[Saved data entries]
......

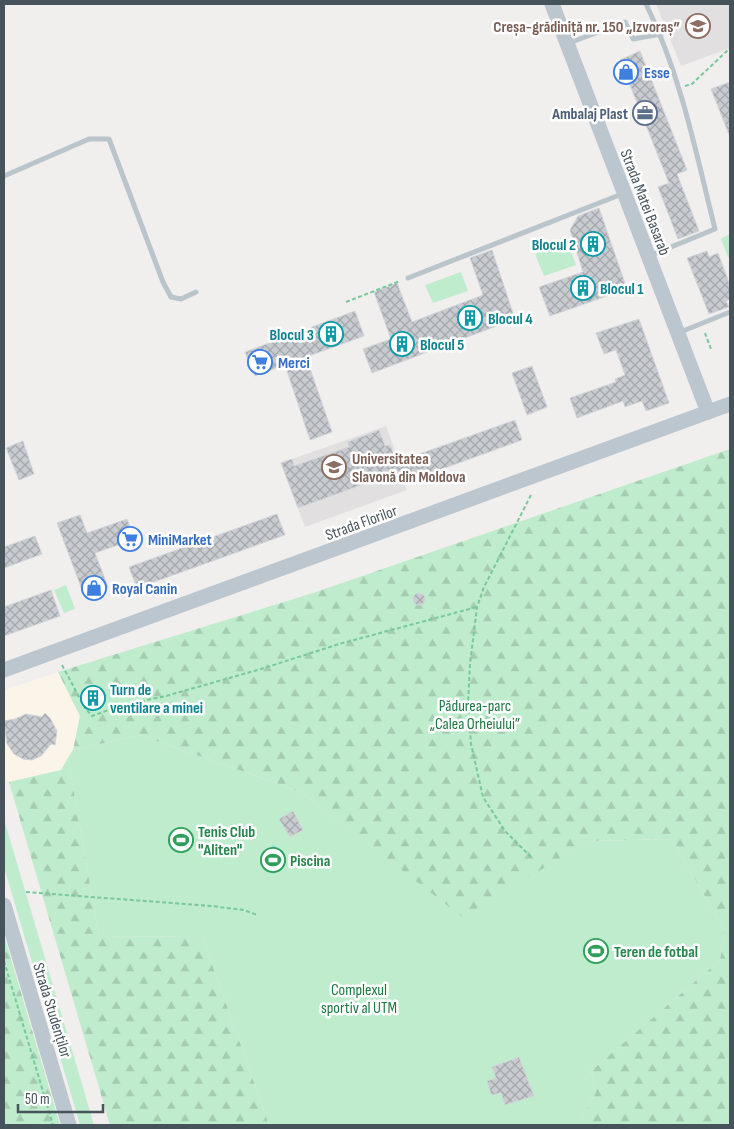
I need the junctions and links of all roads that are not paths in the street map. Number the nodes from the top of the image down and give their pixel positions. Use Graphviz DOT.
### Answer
graph roads {
  1 [pos="552,4"];
  2 [pos="646,4"];
  3 [pos="661,34"];
  4 [pos="567,44"];
  5 [pos="4,176"];
  6 [pos="624,194"];
  7 [pos="649,256"];
  8 [pos="408,278"];
  9 [pos="196,292"];
  10 [pos="730,312"];
  11 [pos="678,333"];
  12 [pos="730,404"];
  13 [pos="708,412"];
  14 [pos="4,670"];
  15 [pos="4,905"];
  16 [pos="69,1125"];
  1 -- 4 [label="main road, Strada Matei Basarab"];
  2 -- 3 [label="lane"];
  3 -- 4 [label="lane"];
  3 -- 7 [label="lane"];
  4 -- 6 [label="main road, Strada Matei Basarab"];
  5 -- 9 [label="lane"];
  6 -- 7 [label="main road, Strada Matei Basarab"];
  6 -- 8 [label="lane"];
  7 -- 11 [label="main road, Strada Matei Basarab"];
  10 -- 11 [label="lane"];
  11 -- 13 [label="main road, Strada Matei Basarab"];
  12 -- 13 [label="main road, Strada Florilor"];
  13 -- 14 [label="main road, Strada Florilor"];
  15 -- 16 [label="main road, Strada Studenților"];
}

......

PROBLEM STATEMENT -
Set down the entries word for word, omitting all pictures.

SOLUTION TO THE PROBLEM -
I need the junctions and links of all roads that are not paths in the street map. Number the nodes from the top of the image down and give their pixel positions. Use Graphviz DOT.
### Answer
graph roads {
  1 [pos="552,4"];
  2 [pos="646,4"];
  3 [pos="661,34"];
  4 [pos="567,44"];
  5 [pos="4,176"];
  6 [pos="624,194"];
  7 [pos="649,256"];
  8 [pos="408,278"];
  9 [pos="196,292"];
  10 [pos="730,312"];
  11 [pos="678,333"];
  12 [pos="730,404"];
  13 [pos="708,412"];
  14 [pos="4,670"];
  15 [pos="4,905"];
  16 [pos="69,1125"];
  1 -- 4 [label="main road, Strada Matei Basarab"];
  2 -- 3 [label="lane"];
  3 -- 4 [label="lane"];
  3 -- 7 [label="lane"];
  4 -- 6 [label="main road, Strada Matei Basarab"];
  5 -- 9 [label="lane"];
  6 -- 7 [label="main road, Strada Matei Basarab"];
  6 -- 8 [label="lane"];
  7 -- 11 [label="main road, Strada Matei Basarab"];
  10 -- 11 [label="lane"];
  11 -- 13 [label="main road, Strada Matei Basarab"];
  12 -- 13 [label="main road, Strada Florilor"];
  13 -- 14 [label="main road, Strada Florilor"];
  15 -- 16 [label="main road, Strada Studenților"];
}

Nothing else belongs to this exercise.